Memorandum by the Planning Group, Denton
Wilde Sapte (PI 46)
INTRODUCTION AND
SUMMARY
1. These comments are intended largely to
address practical issues associated with the public inquiry process.
We do not wish to comment on the internal organisation and peformance
of the Planning Inspectorate, although some of the comments below
clearly envisage a different role for Inspectors in the conduct
of inquiries.
2. The general thrust of our comments addresses
the perception that the inquiry process may be becoming too cumbersome,
and that the existing procedural arrangements are being exploited
by parties wishing to delay or prevent proper consideration of
relevant issues. It is crucial that the inquiry process operates,
and is perceived to operate, as a fair, impartial and efficient
forum for determining appeals and called-in applications. Our
suggestion is that public inquiries are likely to be less prone
to deliberate and unintentional delay and inefficiency if they
are actively "case managed" from the beginning. Some
of the practical consequences will be an enhanced importance for
pre-inquiry statements, wider use of pre-inquiry meetings and
greater third-party involvement in the contents of planning obligations.

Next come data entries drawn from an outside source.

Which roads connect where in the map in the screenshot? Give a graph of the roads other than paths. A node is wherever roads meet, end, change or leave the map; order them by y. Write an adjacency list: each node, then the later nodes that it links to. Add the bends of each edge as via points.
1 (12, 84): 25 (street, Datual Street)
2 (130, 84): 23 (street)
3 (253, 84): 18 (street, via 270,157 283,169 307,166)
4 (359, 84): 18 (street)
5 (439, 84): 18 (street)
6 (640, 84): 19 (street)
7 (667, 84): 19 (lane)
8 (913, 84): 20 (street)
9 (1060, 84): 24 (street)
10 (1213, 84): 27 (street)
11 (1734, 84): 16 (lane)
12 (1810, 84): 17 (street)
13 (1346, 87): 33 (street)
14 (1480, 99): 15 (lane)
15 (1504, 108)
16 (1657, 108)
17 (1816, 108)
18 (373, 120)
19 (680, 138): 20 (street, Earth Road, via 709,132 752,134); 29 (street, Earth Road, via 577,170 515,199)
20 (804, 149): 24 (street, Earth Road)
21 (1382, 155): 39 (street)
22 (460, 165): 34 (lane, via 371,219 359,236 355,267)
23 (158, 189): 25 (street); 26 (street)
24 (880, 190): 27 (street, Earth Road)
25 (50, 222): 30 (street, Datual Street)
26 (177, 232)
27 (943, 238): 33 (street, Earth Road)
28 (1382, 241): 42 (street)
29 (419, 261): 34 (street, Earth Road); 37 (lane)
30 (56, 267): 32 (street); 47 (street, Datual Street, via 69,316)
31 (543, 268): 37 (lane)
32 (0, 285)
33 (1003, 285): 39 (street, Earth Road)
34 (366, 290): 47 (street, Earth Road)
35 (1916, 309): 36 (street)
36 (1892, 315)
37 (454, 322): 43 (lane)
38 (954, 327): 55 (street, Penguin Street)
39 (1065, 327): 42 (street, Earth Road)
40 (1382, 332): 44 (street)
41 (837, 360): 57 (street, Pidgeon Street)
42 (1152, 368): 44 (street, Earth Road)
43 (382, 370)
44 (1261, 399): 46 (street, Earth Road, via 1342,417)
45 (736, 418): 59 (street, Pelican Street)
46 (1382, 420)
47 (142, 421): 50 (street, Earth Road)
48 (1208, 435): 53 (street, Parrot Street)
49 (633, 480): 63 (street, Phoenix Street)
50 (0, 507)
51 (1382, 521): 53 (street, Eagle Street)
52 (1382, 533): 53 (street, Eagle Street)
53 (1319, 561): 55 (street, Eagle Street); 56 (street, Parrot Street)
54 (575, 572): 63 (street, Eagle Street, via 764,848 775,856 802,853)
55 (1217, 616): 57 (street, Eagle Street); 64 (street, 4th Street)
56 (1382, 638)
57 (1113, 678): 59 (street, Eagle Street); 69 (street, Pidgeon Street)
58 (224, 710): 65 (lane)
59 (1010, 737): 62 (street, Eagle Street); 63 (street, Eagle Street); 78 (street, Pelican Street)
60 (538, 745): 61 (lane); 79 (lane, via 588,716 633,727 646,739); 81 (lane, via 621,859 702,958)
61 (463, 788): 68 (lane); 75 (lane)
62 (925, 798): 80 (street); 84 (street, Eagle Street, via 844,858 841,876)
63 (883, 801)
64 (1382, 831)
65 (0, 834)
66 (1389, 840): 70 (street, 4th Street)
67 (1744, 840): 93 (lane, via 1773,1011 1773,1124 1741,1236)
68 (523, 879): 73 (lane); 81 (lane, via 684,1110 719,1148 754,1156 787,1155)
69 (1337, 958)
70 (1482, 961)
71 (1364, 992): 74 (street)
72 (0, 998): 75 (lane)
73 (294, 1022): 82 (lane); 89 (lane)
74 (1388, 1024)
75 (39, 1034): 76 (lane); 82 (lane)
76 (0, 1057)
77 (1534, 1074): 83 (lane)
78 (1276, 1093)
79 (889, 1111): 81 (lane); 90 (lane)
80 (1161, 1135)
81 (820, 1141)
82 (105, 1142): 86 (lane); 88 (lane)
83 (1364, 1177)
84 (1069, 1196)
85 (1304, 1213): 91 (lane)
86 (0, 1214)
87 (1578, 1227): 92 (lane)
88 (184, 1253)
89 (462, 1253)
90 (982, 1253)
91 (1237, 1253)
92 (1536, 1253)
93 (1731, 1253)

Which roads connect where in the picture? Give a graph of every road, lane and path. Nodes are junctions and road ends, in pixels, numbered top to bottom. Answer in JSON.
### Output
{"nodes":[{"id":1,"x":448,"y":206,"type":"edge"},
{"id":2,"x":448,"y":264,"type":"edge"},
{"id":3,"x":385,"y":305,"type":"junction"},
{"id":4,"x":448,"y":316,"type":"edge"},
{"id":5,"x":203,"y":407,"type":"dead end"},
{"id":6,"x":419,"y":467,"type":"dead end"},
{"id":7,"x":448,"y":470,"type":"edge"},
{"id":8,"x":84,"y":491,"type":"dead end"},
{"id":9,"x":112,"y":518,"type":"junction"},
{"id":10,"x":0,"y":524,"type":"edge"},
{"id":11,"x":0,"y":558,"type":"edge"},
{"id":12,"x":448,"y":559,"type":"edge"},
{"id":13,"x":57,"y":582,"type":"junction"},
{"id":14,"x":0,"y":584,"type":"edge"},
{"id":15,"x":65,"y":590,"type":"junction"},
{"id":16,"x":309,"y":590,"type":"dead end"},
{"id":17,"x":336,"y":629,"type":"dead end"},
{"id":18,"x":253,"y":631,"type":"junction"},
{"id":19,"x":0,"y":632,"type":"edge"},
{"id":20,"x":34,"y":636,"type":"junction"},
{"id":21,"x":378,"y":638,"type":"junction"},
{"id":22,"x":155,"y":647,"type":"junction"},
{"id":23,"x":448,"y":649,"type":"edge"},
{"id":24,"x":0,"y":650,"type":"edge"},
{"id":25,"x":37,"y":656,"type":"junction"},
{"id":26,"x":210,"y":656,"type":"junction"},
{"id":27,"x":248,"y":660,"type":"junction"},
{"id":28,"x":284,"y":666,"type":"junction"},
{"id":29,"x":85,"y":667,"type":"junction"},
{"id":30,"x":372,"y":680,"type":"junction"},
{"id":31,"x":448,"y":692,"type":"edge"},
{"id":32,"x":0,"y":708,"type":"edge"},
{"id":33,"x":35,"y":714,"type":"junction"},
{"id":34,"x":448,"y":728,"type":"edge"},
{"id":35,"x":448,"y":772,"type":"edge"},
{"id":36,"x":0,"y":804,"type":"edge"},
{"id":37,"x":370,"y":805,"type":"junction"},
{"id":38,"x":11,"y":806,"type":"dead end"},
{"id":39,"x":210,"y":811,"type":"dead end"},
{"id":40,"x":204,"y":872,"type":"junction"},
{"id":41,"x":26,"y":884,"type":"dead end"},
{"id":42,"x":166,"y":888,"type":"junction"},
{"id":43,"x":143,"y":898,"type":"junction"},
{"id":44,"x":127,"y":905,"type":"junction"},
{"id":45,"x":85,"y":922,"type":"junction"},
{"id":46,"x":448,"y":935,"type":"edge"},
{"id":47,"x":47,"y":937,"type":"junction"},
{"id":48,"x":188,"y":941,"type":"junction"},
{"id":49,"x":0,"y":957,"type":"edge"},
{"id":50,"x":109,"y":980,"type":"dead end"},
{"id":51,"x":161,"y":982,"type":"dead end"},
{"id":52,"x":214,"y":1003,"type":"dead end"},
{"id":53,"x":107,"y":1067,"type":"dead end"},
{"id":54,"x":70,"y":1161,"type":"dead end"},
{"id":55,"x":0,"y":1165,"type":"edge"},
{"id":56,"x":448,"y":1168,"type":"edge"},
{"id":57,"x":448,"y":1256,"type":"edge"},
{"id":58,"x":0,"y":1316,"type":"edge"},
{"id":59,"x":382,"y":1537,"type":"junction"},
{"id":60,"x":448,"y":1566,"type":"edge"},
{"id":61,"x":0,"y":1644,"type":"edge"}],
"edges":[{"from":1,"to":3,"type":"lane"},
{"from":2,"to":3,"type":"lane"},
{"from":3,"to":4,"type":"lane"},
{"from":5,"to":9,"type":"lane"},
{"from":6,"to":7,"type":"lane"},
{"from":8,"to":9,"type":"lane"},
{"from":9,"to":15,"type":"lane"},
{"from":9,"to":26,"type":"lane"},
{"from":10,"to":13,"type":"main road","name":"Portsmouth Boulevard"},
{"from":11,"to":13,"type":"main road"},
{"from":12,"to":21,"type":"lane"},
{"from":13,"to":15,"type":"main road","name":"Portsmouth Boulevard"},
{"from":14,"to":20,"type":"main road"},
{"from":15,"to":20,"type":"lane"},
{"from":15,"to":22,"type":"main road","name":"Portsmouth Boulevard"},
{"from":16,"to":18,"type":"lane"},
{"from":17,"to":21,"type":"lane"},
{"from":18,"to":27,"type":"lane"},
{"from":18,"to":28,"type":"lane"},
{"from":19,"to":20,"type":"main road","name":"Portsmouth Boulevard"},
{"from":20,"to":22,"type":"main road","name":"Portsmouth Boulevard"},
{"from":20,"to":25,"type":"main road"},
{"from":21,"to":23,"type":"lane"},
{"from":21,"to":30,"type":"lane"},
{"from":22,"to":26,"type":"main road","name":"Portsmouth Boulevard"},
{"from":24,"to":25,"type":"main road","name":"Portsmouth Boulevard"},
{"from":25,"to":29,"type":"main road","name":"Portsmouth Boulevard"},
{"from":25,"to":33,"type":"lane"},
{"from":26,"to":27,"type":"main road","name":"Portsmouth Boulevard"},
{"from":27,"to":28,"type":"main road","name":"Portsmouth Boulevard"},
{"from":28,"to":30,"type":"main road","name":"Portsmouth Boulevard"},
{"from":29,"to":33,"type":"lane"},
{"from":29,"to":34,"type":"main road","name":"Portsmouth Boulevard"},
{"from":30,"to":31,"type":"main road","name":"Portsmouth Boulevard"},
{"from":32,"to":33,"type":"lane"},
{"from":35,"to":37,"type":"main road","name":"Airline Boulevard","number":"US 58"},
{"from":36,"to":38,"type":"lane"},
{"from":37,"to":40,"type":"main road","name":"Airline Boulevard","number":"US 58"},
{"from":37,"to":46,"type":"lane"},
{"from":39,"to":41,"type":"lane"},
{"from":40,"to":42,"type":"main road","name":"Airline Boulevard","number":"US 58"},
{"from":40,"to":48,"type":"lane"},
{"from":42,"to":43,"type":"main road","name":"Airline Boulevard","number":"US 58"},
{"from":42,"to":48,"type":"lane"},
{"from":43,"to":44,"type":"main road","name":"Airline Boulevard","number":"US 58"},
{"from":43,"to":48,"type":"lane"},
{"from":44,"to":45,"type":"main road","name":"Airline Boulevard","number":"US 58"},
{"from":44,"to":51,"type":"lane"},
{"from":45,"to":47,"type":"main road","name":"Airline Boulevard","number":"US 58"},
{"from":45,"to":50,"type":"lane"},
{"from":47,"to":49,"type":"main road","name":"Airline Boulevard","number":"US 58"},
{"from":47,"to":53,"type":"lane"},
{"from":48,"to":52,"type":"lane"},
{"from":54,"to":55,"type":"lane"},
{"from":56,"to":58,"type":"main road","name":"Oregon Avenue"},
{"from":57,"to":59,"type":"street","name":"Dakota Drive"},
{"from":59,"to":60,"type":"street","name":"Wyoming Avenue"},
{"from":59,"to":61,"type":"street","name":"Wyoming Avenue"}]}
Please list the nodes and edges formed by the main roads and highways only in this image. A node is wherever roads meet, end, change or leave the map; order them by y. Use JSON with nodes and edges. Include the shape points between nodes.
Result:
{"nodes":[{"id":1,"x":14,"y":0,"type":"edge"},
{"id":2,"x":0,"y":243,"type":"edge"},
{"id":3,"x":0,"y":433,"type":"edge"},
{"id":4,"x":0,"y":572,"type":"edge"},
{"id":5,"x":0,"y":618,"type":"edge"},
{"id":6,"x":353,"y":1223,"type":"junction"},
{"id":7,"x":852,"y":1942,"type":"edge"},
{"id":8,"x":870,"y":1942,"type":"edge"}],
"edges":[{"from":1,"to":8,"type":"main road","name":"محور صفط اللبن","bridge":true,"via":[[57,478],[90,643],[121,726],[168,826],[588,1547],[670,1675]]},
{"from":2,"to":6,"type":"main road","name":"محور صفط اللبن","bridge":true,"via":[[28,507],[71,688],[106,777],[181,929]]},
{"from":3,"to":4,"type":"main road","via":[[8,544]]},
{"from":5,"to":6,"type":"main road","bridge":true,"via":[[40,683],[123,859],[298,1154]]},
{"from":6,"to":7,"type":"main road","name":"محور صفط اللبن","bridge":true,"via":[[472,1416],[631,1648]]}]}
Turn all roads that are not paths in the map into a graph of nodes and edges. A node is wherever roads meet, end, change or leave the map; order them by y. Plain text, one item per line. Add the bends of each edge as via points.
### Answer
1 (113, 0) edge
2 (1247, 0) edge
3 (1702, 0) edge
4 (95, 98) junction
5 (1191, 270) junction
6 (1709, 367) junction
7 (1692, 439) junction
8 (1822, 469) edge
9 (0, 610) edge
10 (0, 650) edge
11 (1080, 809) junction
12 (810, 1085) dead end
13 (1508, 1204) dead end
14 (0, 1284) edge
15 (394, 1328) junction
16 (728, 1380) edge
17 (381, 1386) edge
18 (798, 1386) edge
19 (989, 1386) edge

We also discuss some of the issues involved in ensuring more efficient
third party involvement.
3. Other issues will require a more holistic
assessment of the planning process, for example to see if changes
can be made to the rules governing determination of planning applications
by local planning authorities to avoid appeals.
THE BACKGROUND
4. We welcome the greater use of informal
hearings and written appeals, and on the whole there seems to
be a deal of satisfaction with them by "users" of the
system (i.e. applicants and local planning authorities).
5. There will always be some development
proposals which will be evaluated by way of a public inquiry,
however. Where planning permission has been refused, the technical
complexity of proposed development, the force of local planning
authority opposition or the weight of public interest may mean
that written representations or an informal hearing are inappropriate
for determining an appeal. Inquiries held at the direction of
the Secretay of State pursuant to Section 77 of the Town and Country
Planning Act 1990 ("call-in" inquiries) proceed on a
slightly different approach, a decision having been taken that
the issues raised by the application should be considered in a
forum which allows greater particpation by the applicant and third
parties.
6. It is not always appreciated that considerable
efforts are made to avoid inquiries, by all concerned. The delay
and expense associated with inquiries can often prejudice the
commercial viability of a proposal. Unfortunately, recent experience
has also made us aware of a perception among applicants/appellants
that third party objectors will use an inquiry (or even the prospect
of an inquiry) as an opportunity to cause problems and delay for
the proposed development. In addition, inquiries are also sometimes
seen by local planning authorities as a convenient way of avoiding
difficult decisions at local level. In our respectful submission,
these features are not symptomatic of a system which is efficient
or serving the best interests of all its users.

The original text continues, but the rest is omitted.